Oakhill Jonathan S, Scott John W, Dite Toby A
Metabolic Signalling Laboratory, St. Vincent's Institute of Medical Research, Fitzroy, VIC, Australia.
Mary MacKillop Institute for Health Research, Australian Catholic University, Melbourne, VIC, Australia.
Methods Mol Biol. 2018;1732:159-169. doi: 10.1007/978-1-4939-7598-3_10.

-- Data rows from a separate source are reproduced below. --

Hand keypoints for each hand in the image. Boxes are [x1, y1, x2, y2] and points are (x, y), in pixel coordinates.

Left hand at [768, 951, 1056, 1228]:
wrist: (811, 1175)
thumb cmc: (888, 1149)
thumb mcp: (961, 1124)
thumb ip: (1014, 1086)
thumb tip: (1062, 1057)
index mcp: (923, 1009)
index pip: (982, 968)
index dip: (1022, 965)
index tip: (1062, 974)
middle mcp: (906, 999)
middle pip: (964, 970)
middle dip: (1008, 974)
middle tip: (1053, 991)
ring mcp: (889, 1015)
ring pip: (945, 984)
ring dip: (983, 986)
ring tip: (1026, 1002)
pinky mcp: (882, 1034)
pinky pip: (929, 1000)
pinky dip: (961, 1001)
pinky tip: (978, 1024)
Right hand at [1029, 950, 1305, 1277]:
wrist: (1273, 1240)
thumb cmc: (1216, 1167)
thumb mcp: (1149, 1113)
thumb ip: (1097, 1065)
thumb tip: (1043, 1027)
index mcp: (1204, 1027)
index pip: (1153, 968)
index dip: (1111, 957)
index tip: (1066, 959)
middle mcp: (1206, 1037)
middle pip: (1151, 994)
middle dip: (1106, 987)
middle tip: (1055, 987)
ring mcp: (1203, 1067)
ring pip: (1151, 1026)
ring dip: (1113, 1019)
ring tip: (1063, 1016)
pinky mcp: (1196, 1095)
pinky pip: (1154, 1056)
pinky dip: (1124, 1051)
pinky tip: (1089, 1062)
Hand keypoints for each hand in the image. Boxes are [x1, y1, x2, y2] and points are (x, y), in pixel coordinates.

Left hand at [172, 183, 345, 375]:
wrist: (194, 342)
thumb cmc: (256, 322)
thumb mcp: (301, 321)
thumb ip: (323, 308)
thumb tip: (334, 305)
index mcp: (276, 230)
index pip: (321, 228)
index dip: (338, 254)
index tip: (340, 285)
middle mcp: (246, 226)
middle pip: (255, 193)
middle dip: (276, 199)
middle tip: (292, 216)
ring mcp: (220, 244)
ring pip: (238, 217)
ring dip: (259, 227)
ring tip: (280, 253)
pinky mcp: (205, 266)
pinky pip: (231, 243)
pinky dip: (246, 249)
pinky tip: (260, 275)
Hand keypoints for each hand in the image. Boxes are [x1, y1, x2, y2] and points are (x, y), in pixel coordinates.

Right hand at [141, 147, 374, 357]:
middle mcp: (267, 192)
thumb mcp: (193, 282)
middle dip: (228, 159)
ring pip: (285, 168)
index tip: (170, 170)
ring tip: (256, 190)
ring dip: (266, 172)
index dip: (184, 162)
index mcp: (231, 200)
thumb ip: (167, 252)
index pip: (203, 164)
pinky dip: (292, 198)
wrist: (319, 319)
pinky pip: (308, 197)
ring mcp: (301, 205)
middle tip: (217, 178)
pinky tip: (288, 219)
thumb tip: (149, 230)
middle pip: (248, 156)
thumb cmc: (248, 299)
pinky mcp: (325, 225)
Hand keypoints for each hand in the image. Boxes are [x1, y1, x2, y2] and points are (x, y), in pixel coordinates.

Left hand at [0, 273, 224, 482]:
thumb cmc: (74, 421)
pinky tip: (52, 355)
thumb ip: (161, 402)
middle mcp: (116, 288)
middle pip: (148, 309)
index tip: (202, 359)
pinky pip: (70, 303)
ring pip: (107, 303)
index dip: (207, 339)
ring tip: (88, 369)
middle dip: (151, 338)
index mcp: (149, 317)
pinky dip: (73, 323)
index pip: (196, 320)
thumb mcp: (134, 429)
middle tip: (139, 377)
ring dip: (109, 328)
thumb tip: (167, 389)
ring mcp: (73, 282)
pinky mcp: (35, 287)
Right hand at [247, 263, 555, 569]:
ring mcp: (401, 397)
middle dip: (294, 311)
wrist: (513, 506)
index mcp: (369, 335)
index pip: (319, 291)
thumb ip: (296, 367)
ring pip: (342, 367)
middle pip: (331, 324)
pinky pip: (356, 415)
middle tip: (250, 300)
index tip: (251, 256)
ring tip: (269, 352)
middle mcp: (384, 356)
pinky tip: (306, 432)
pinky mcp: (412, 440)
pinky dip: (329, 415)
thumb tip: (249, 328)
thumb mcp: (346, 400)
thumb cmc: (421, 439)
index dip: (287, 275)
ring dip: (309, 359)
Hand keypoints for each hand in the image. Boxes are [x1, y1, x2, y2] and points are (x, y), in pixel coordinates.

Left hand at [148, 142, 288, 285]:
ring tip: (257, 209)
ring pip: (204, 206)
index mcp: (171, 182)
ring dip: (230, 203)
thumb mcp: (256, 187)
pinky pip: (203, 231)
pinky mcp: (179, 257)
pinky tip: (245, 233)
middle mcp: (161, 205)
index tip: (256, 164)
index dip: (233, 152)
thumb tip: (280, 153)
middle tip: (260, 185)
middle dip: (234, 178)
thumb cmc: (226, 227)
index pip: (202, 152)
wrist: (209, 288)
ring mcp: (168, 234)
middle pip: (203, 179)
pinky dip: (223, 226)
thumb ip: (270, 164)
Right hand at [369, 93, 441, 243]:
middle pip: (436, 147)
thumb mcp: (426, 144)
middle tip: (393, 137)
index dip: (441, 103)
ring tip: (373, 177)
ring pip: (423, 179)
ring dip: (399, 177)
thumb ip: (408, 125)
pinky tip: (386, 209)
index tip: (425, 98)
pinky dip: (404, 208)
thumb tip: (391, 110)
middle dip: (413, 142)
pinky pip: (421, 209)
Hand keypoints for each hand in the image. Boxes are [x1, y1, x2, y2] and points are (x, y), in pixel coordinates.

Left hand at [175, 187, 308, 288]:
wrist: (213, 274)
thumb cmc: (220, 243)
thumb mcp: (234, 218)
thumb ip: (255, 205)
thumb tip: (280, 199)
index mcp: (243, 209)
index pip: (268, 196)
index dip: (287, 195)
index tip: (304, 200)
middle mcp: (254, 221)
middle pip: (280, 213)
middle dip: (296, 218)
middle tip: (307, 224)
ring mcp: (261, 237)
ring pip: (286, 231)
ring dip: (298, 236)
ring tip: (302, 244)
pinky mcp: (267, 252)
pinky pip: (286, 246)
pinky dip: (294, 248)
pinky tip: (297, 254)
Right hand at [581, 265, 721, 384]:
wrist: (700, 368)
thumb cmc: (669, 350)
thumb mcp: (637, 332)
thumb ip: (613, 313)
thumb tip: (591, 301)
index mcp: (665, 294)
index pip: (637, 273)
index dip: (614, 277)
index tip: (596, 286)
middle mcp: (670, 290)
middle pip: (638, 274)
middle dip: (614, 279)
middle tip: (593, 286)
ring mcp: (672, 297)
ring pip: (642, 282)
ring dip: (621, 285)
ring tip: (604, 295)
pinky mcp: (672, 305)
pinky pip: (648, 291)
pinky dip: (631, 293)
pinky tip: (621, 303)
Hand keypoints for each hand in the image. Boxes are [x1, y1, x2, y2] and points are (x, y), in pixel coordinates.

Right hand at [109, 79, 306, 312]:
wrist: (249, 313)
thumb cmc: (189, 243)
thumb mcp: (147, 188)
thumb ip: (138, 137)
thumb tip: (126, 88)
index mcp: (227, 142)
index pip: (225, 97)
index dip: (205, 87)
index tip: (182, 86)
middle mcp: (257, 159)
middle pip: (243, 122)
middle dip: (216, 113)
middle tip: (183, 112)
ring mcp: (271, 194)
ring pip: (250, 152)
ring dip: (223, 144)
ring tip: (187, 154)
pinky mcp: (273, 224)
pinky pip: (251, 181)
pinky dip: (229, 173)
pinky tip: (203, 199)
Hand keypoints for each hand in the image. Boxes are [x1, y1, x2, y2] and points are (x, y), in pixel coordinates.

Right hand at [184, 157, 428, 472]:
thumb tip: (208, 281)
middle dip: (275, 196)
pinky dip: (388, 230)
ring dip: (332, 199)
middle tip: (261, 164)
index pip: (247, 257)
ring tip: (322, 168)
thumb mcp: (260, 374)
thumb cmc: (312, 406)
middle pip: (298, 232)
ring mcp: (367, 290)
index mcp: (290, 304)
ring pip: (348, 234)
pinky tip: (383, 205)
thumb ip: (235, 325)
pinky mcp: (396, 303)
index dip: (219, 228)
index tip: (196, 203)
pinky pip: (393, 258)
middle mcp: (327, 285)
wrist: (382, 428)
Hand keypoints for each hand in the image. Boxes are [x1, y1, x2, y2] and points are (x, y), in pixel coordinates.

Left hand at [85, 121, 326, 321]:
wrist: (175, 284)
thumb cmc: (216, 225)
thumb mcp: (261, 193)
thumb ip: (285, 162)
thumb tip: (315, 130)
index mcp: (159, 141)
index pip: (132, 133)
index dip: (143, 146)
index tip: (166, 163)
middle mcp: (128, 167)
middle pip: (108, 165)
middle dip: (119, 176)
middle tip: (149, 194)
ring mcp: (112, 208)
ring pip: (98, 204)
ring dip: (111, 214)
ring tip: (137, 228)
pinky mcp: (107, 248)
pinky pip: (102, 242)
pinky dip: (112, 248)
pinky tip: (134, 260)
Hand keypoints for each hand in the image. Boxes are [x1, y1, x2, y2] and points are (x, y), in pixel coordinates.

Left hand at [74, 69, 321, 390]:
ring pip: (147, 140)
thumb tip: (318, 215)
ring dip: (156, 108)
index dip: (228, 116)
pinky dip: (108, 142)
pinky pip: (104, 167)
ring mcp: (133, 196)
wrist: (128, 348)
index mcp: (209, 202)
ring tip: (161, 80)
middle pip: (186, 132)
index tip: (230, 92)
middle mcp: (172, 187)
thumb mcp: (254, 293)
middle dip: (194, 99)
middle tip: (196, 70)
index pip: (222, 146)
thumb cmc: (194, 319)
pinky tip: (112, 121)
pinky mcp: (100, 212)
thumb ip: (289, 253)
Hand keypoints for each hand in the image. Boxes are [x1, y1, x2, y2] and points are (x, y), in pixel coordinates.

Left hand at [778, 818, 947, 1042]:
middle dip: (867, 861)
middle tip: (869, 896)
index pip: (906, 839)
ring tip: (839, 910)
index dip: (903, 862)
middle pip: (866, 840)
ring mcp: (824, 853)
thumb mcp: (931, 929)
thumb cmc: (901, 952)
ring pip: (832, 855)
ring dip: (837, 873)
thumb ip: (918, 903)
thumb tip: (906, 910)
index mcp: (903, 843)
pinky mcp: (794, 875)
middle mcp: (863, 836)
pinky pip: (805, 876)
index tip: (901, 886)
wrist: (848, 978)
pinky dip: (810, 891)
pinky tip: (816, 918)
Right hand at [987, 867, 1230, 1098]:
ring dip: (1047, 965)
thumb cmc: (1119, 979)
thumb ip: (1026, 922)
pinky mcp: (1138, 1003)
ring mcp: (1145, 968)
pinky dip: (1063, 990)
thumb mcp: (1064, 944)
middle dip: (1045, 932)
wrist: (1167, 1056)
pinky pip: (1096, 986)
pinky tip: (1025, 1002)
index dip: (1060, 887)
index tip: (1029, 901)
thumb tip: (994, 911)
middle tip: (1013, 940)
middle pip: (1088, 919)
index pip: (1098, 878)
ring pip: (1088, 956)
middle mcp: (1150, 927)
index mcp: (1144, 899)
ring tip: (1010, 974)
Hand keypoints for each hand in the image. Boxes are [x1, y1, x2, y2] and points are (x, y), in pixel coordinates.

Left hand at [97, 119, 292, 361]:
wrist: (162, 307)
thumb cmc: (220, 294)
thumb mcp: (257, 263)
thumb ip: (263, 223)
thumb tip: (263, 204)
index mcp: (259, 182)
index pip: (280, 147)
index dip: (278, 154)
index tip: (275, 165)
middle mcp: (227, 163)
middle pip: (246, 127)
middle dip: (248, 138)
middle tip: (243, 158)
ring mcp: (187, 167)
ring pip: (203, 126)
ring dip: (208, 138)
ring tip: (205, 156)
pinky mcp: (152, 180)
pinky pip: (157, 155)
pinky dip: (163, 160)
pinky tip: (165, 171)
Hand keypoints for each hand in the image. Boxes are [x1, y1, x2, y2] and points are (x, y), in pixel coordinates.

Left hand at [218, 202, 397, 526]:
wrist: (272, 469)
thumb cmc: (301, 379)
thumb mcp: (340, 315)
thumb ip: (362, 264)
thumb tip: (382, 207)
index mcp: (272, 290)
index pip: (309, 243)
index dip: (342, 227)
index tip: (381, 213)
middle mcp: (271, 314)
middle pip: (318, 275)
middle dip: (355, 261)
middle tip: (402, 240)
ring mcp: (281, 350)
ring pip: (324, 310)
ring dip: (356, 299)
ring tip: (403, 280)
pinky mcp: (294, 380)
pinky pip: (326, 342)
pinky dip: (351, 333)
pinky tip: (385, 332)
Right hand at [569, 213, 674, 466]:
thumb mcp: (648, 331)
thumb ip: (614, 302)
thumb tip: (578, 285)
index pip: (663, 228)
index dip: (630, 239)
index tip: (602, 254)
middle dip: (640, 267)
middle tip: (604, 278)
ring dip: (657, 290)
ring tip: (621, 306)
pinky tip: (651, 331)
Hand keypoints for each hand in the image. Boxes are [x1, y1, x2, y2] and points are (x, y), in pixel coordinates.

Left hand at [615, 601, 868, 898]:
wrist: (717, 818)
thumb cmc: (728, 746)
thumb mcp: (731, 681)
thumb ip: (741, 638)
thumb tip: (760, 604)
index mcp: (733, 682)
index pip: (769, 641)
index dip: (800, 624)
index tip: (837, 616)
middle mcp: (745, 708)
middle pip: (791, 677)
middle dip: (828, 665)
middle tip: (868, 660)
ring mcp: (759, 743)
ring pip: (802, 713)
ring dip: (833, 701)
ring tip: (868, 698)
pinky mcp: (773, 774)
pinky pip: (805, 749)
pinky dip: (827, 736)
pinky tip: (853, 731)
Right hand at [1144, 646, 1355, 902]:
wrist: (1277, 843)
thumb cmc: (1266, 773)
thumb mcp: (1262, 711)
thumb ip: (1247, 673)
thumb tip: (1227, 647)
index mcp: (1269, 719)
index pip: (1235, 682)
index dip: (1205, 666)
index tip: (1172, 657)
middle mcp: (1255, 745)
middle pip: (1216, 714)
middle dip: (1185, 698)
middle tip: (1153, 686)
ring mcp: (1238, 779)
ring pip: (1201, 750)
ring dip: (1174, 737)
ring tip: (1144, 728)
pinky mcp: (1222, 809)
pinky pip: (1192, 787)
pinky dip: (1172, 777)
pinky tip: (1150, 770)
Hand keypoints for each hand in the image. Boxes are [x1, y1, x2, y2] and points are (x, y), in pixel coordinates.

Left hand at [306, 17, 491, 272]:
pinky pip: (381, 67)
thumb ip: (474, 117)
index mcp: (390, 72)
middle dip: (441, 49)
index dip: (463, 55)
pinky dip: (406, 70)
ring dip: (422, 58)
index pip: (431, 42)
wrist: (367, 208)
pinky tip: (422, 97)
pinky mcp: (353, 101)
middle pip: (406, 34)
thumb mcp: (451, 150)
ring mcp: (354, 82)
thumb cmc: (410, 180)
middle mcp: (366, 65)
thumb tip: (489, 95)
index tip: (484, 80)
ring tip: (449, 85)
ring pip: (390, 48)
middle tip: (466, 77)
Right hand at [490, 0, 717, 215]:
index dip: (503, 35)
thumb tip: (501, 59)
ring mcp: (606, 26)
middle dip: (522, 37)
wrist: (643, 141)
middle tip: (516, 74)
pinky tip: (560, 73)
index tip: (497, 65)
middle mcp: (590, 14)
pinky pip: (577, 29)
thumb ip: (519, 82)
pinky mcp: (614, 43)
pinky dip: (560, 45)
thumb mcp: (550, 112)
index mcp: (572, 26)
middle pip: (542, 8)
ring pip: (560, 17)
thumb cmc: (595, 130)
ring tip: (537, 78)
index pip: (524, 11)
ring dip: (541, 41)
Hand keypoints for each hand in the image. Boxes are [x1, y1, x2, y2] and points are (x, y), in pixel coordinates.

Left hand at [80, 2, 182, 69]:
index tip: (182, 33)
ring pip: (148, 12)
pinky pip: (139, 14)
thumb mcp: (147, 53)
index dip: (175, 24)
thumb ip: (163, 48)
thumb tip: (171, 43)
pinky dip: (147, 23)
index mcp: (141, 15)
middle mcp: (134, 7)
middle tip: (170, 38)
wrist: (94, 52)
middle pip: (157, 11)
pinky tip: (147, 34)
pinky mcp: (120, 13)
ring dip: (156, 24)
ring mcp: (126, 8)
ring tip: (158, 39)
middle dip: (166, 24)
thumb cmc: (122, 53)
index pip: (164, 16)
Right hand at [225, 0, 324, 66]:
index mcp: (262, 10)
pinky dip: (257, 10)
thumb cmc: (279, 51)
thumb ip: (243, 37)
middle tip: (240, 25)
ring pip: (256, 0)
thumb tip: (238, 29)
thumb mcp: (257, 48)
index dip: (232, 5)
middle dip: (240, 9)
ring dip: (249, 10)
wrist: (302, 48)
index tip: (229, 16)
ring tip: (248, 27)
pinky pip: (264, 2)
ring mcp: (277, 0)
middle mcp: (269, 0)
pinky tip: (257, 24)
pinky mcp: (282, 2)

Regulation of AMP-activated protein kinase (AMPK) signalling is complex and involves contributions from adenine nucleotides, co-/posttranslational modifications, and isoform composition of the AMPK heterotrimer. It is becoming apparent that AMPK activation/inhibition by synthetic drugs involves similar levels of complexity. Major advances in our understanding of these mechanisms have been gained from recombinant expression systems that provide sufficient quantities of highly purified material for structure/function studies. Here, we provide a detailed protocol for transient expression of affinity-tagged AMPK complexes in mammalian cells. We have found this system to be optimal as a source of enzyme possessing regulatory modifications found in vivo.
AMP 激活的蛋白激酶(AMPK)信号传导的调节是复杂的,涉及腺嘌呤核苷酸、共翻译/翻译后修饰以及 AMPK 异源三聚体的亚型组成。越来越明显的是,合成药物对 AMPK 的激活/抑制也涉及类似程度的复杂性。我们对这些机制的理解取得的主要进展来自重组表达系统,该系统提供了足够数量的高度纯化材料用于结构/功能研究。在这里,我们提供了一个在哺乳动物细胞中瞬时表达亲和标签 AMPK 复合物的详细方案。我们发现这个系统作为具有体内发现的调节修饰的酶的来源是最佳的。